I was on armidex used it for 2 months and a really long list of side effects. Onc switched me to letrozole in June and told me NO other option but a steroid.
I asked the Onc to run the prognosticator at my last visit and found that the hormone inhibitors were only giving me 5 percent chance that I would have a recurrence. 5 percent and I felt like hell. No energy, could hardly walk up steps or step up and into my SUV, dry skin, headaches, bone/joint pain. But the memory loss is the worst!
Stopped taking all meds at last visit. See the Onc next week. It's only been a month, but I know I won't go back to taking the meds.
Even after 4 weeks the joint/bone pain hasn't lessened. But I have energy again!

Celeste....I'm confused about your treatment. You have (had) stage 1 cancer w/no cancer in nodes and they made you take chemo....and also the bilateral masectomy. I'm just curious as to why they are making you take the Arimidex. I too have stage 1 cancer w/no cancer in nodes and my treatment was totally different....lumpectomy, no chemo but received radiation therapy. I had the Oncotype Dx test and that is how they determined what my treatment would be and what my recurrence rate would be. My recurrence rate is low but that is all tied into my taking the hormone inhibitors. I asked my Onc if my recurrence rate would go up if I quit taking meds and he said "most definitely." I too took hormone replacement when I was younger and I too feel that is what contributed to my breast cancer....just saying. I know there has to be a reasonable way I can take my meds without all the side effects....just don't know what that answer is. I am taking a break right now and feel soooo much better but I also know that this will come to an end when I start back up again. Thinking of going to a chiropractor to help ease my bone/joint/muscle pain that is so bad. Has anyone else tried doing that?

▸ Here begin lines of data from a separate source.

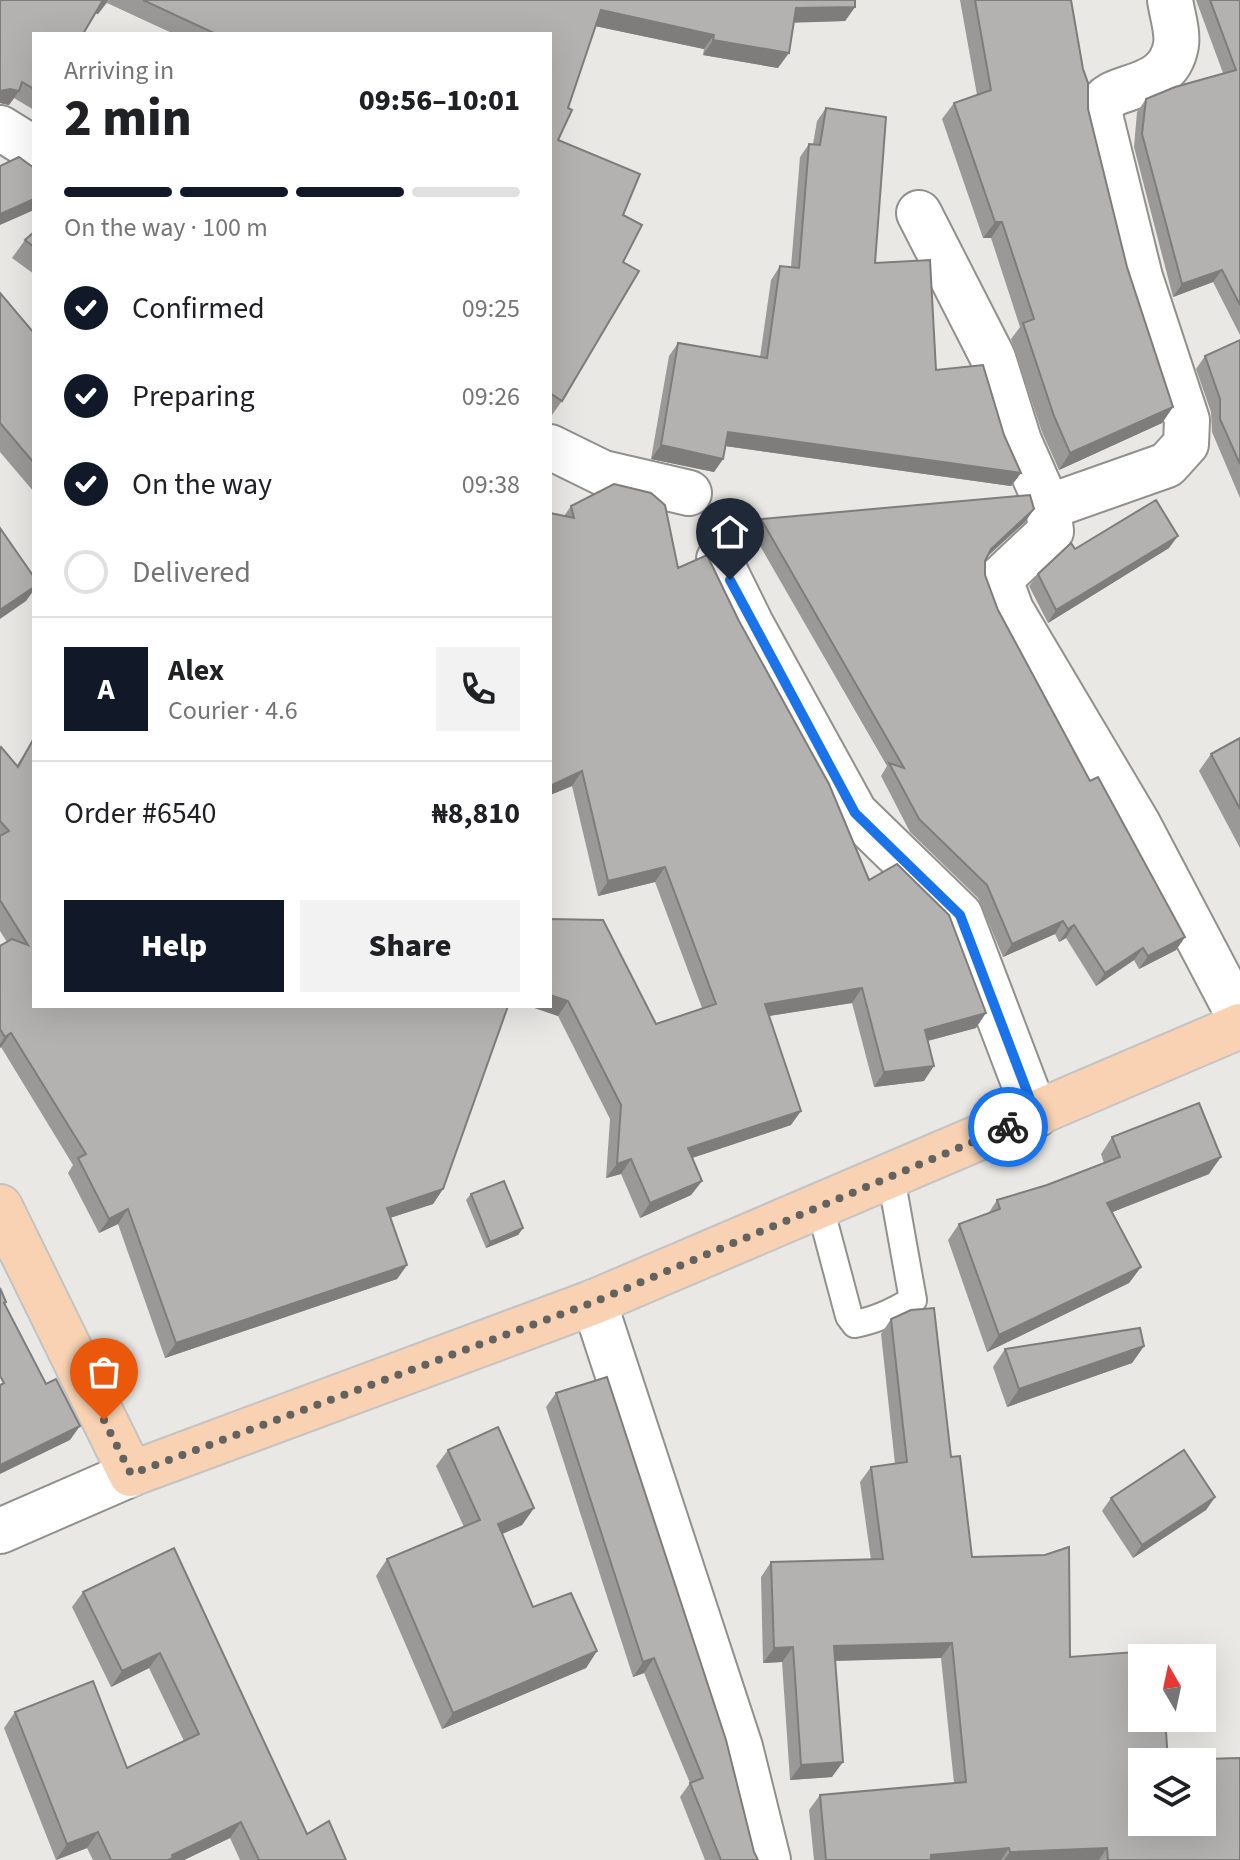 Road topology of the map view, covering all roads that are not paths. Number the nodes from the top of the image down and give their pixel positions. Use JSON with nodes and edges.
{"nodes":[{"id":1,"x":1170,"y":0,"type":"edge"},
{"id":2,"x":0,"y":128,"type":"edge"},
{"id":3,"x":32,"y":148,"type":"edge"},
{"id":4,"x":919,"y":213,"type":"dead end"},
{"id":5,"x":552,"y":448,"type":"edge"},
{"id":6,"x":689,"y":493,"type":"dead end"},
{"id":7,"x":1048,"y":507,"type":"junction"},
{"id":8,"x":719,"y":559,"type":"dead end"},
{"id":9,"x":1240,"y":1018,"type":"edge"},
{"id":10,"x":1240,"y":1026,"type":"edge"},
{"id":11,"x":1036,"y":1115,"type":"junction"},
{"id":12,"x":891,"y":1177,"type":"junction"},
{"id":13,"x":0,"y":1207,"type":"edge"},
{"id":14,"x":820,"y":1207,"type":"junction"},
{"id":15,"x":594,"y":1302,"type":"junction"},
{"id":16,"x":131,"y":1474,"type":"junction"},
{"id":17,"x":0,"y":1531,"type":"edge"},
{"id":18,"x":768,"y":1860,"type":"edge"}],
"edges":[{"from":1,"to":7,"type":"street"},
{"from":2,"to":3,"type":"street"},
{"from":4,"to":7,"type":"street"},
{"from":5,"to":6,"type":"street"},
{"from":7,"to":9,"type":"street"},
{"from":8,"to":11,"type":"street"},
{"from":10,"to":11,"type":"main road"},
{"from":11,"to":12,"type":"main road"},
{"from":12,"to":14,"type":"main road"},
{"from":12,"to":14,"type":"lane"},
{"from":13,"to":16,"type":"main road"},
{"from":14,"to":15,"type":"main road"},
{"from":15,"to":16,"type":"main road"},
{"from":15,"to":18,"type":"street"},
{"from":16,"to":17,"type":"street"}]}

I too am sorry to hear about your side effects to Arimidex. I had terrible side effects....bone/muscle/joint pain so bad that some days I had a hard time even walking and even just sitting I would have muscle spasms in my legs and lower back. I was taken off of Arimidex after 6 months of misery and started on Aromasin. Have been on that for 3 months and having side effects with that one too. Insomnia, headaches,dry skin, hair loss and bone/muscle/joint pain but to a lesser degree. Since I am postmenopause I wasn't prescribed Tamoxifen. I'm also a little confused about why the meds for the stopping of making estrogen as I thought that is exactly what happens when you go through menopause....low estrogen. I have many friends who have chosen not to take any medication as they feel that the overall side effects are more damaging to their body then the value of the meds. I say to my oncologist that I feel like a 66 year old lady in an 80 year old body. He wants me to take them for 5 years.....really!! I have to come to a decision about whether I will feel so guilty if I stop taking them or if I need to just forge forward and endure. I know there are so many women who are dealing with sooooo much more than I am and I think of you all when I am sitting here complaining about my meds.... I would just like to know how most of you all are dealing with these side effects.....any info would be helpful.

I hate that you both are having so much trouble with this evil medicine. I have had a complete hysterectomy.. in 1990.. and don't understand why I even have to take anything since I don't make hormones anyway. I know the Arimidex is supposed to block any hormones our body makes but I have none to block. Crazy! I am in a clinical test group for Arimidex. It is designed to help women to remember to take their medicine everyday because they feel like a lot of women stop taking after awhile or just forget to take it a lot. Hmmm.. wonder why they would forget? Brain fog FROM the medicine?? I am still doing research on the Arimidex and will decide if I think I should continue it or not.. hard decision. Praying for you ladies that it will get better. I hate cancer!!

I have been on Arimidex for two years now and the side effects for me are staying hot all the time along with flashes on occasion. Bone pain which is better now that I am taking Celebrex. Foggy brain.. may be aging.. I am 59. Thinning hair and lethargic all the time. Since being on it I have been diagnosed with Osteoarthritis, osteoporosis and pre diabetic. Just a coincidence? Who knows. I hate taking it but am afraid not to.. praying for you Celeste.